_Goal of the exercise_
The lines below should be written out again in full, exactly as they are.

BEGIN

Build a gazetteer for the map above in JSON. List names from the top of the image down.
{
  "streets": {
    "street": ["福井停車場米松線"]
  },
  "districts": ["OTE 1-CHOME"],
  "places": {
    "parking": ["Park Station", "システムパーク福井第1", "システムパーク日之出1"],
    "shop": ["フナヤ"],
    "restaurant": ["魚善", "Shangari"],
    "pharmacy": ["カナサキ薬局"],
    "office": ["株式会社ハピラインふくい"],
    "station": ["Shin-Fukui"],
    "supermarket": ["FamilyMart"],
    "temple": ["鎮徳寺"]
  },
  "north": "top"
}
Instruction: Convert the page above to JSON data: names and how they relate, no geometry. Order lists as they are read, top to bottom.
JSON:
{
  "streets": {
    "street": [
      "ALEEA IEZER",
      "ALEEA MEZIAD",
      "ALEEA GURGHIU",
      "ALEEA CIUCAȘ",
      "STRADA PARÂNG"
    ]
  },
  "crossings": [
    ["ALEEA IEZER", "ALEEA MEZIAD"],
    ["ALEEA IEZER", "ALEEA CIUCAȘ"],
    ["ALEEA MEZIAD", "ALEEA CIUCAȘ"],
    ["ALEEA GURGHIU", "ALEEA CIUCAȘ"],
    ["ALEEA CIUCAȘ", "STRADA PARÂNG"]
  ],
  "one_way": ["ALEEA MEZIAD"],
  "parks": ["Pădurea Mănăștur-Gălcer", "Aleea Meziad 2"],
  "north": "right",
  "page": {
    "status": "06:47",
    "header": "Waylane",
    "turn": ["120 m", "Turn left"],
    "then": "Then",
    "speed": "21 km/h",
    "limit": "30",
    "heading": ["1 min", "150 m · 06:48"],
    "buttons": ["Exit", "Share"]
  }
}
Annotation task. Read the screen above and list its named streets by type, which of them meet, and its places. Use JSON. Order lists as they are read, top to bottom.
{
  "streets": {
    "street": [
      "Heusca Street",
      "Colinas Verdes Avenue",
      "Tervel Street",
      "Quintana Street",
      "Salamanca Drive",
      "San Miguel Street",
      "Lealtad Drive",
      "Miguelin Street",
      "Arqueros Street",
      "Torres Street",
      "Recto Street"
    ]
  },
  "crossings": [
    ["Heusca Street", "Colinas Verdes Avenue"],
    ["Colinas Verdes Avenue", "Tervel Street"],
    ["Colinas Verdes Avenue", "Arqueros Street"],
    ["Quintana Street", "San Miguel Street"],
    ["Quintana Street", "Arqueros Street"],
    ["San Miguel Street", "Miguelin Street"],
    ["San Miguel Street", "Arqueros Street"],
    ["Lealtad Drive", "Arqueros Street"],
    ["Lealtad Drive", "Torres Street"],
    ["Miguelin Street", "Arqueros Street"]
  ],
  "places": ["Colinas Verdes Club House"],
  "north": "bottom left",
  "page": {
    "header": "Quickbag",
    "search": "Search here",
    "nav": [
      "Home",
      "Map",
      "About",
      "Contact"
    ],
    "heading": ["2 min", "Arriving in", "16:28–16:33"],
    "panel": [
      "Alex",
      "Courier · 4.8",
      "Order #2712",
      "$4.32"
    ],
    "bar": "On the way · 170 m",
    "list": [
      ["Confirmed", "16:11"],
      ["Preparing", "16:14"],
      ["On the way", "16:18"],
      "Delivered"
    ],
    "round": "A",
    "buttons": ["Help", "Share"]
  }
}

END

_Problem solution_
Build a gazetteer for the map above in JSON. List names from the top of the image down.
{
  "streets": {
    "street": ["福井停車場米松線"]
  },
  "districts": ["OTE 1-CHOME"],
  "places": {
    "parking": ["Park Station", "システムパーク福井第1", "システムパーク日之出1"],
    "shop": ["フナヤ"],
    "restaurant": ["魚善", "Shangari"],
    "pharmacy": ["カナサキ薬局"],
    "office": ["株式会社ハピラインふくい"],
    "station": ["Shin-Fukui"],
    "supermarket": ["FamilyMart"],
    "temple": ["鎮徳寺"]
  },
  "north": "top"
}
Instruction: Convert the page above to JSON data: names and how they relate, no geometry. Order lists as they are read, top to bottom.
JSON:
{
  "streets": {
    "street": [
      "ALEEA IEZER",
      "ALEEA MEZIAD",
      "ALEEA GURGHIU",
      "ALEEA CIUCAȘ",
      "STRADA PARÂNG"
    ]
  },
  "crossings": [
    ["ALEEA IEZER", "ALEEA MEZIAD"],
    ["ALEEA IEZER", "ALEEA CIUCAȘ"],
    ["ALEEA MEZIAD", "ALEEA CIUCAȘ"],
    ["ALEEA GURGHIU", "ALEEA CIUCAȘ"],
    ["ALEEA CIUCAȘ", "STRADA PARÂNG"]
  ],
  "one_way": ["ALEEA MEZIAD"],
  "parks": ["Pădurea Mănăștur-Gălcer", "Aleea Meziad 2"],
  "north": "right",
  "page": {
    "status": "06:47",
    "header": "Waylane",
    "turn": ["120 m", "Turn left"],
    "then": "Then",
    "speed": "21 km/h",
    "limit": "30",
    "heading": ["1 min", "150 m · 06:48"],
    "buttons": ["Exit", "Share"]
  }
}
Annotation task. Read the screen above and list its named streets by type, which of them meet, and its places. Use JSON. Order lists as they are read, top to bottom.
{
  "streets": {
    "street": [
      "Heusca Street",
      "Colinas Verdes Avenue",
      "Tervel Street",
      "Quintana Street",
      "Salamanca Drive",
      "San Miguel Street",
      "Lealtad Drive",
      "Miguelin Street",
      "Arqueros Street",
      "Torres Street",
      "Recto Street"
    ]
  },
  "crossings": [
    ["Heusca Street", "Colinas Verdes Avenue"],
    ["Colinas Verdes Avenue", "Tervel Street"],
    ["Colinas Verdes Avenue", "Arqueros Street"],
    ["Quintana Street", "San Miguel Street"],
    ["Quintana Street", "Arqueros Street"],
    ["San Miguel Street", "Miguelin Street"],
    ["San Miguel Street", "Arqueros Street"],
    ["Lealtad Drive", "Arqueros Street"],
    ["Lealtad Drive", "Torres Street"],
    ["Miguelin Street", "Arqueros Street"]
  ],
  "places": ["Colinas Verdes Club House"],
  "north": "bottom left",
  "page": {
    "header": "Quickbag",
    "search": "Search here",
    "nav": [
      "Home",
      "Map",
      "About",
      "Contact"
    ],
    "heading": ["2 min", "Arriving in", "16:28–16:33"],
    "panel": [
      "Alex",
      "Courier · 4.8",
      "Order #2712",
      "$4.32"
    ],
    "bar": "On the way · 170 m",
    "list": [
      ["Confirmed", "16:11"],
      ["Preparing", "16:14"],
      ["On the way", "16:18"],
      "Delivered"
    ],
    "round": "A",
    "buttons": ["Help", "Share"]
  }
}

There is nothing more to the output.